The Associated Press and Reuters both confirmed reports of widespread outtages within Egypt affecting customers of all of the country’s main ISPs. The unexplained, country-wide outage follows days of violent street protests against the government of Hosni Mubarak.
It is still unclear whether the outage was government sanctioned and, if so, who ordered it. But it does appear to have been coordinated, rather than inadvertant or rolling. Internet monitoring firm Renesys said that it observed “virtually simultaneous withdrawal of all routes to Egyptian networks in the Internet’s global routing table” at around 22:43 UTC. The takedown involved ore than 3,500 BGP (Border Gateway Protocol) routes were withdrawn, Renesys said, depriving “virtually all of Egypt’s Internet addresses” from access to the global Internet. However, traffic running across Egypt and serving countries in the Middle East appears to be unaffected. Also, one ISP, Noor Group, continued to have access to the Internet as of 3:06 UTC, Renesys reported. Noor Group’s customers include the Egyptian Stock Exchange.
Governments commonly filter or limit Internet access during periods of political unrest. The Tunisian government engaged in some blocking and censoring of social network sites like Facebook during popular protests there that succeeded in toppling a two decade old dicatatorship in January 15. Facebook has since said that its security team intervened to prevent the government from deleting or cutting off group and user pages used by protesters. The Iranian government also limited communications into and out of the country during widespread popular protests following a contested election.

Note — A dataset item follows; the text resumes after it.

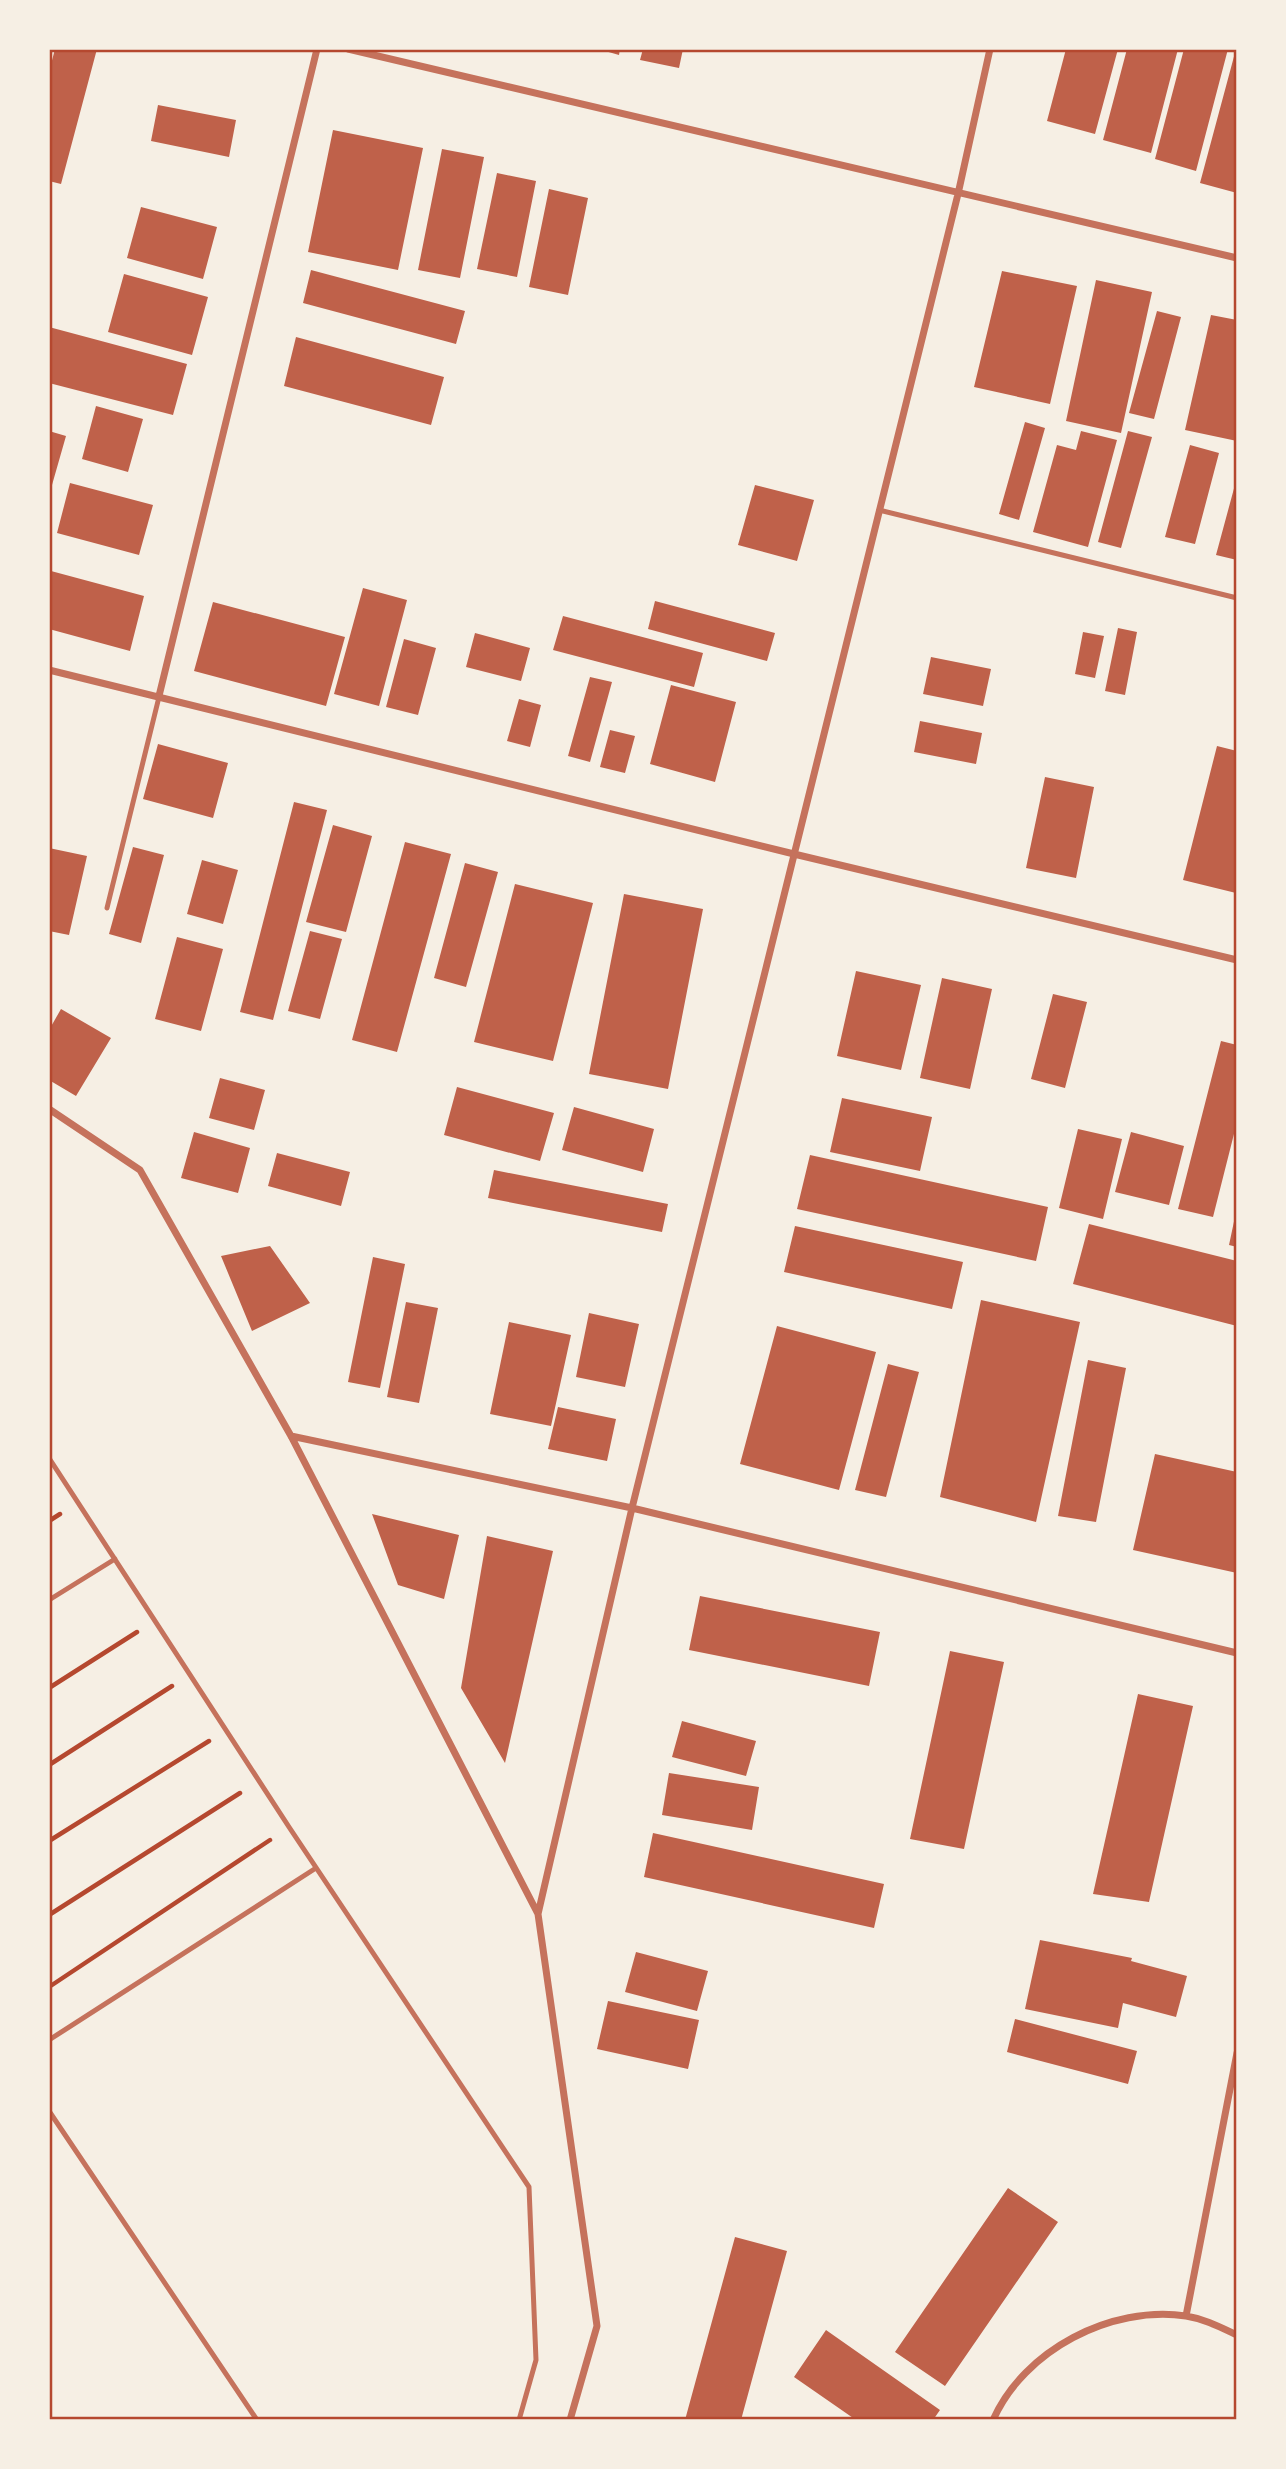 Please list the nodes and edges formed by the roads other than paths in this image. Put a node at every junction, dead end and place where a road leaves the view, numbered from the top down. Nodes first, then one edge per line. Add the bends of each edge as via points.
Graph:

However, Renesys said that there are few examples of a country the size of Egypt cutting off Internet access altogether. The impact of the crackdown on Egypt’s economy is unclear, though large disruptions can be expected for communications, commerce and travel tomorrow, should Internet access remain blocked.
Other Internet monitoring services have collected reports of outages from within the country as well. A post on the Herdict blog at Harvard’s Berkman Center for Internet and Society indicates that neither Twitter or Facebook are accessible within the country. The Web page of arabist.net, a prominent Egyptian blog that had issued updates on the protests within the country was unreachable late Thursday.
While Egypt’s action is unprecedented, lawmakers in the U.S. will reintroduce a bill first introduced in 2010 by Independent Senator Joseph Lieberman of Connecticut and Susan Collins of Maine that would give the President of the United States access to an Internet “kill switch” that would sever the nation’s access to the Internet in the event of a cyber emergency. Its unclear whether Egypt’s action – widely seen as an effort by security forces to tamp out protests – will effect debate on that bill.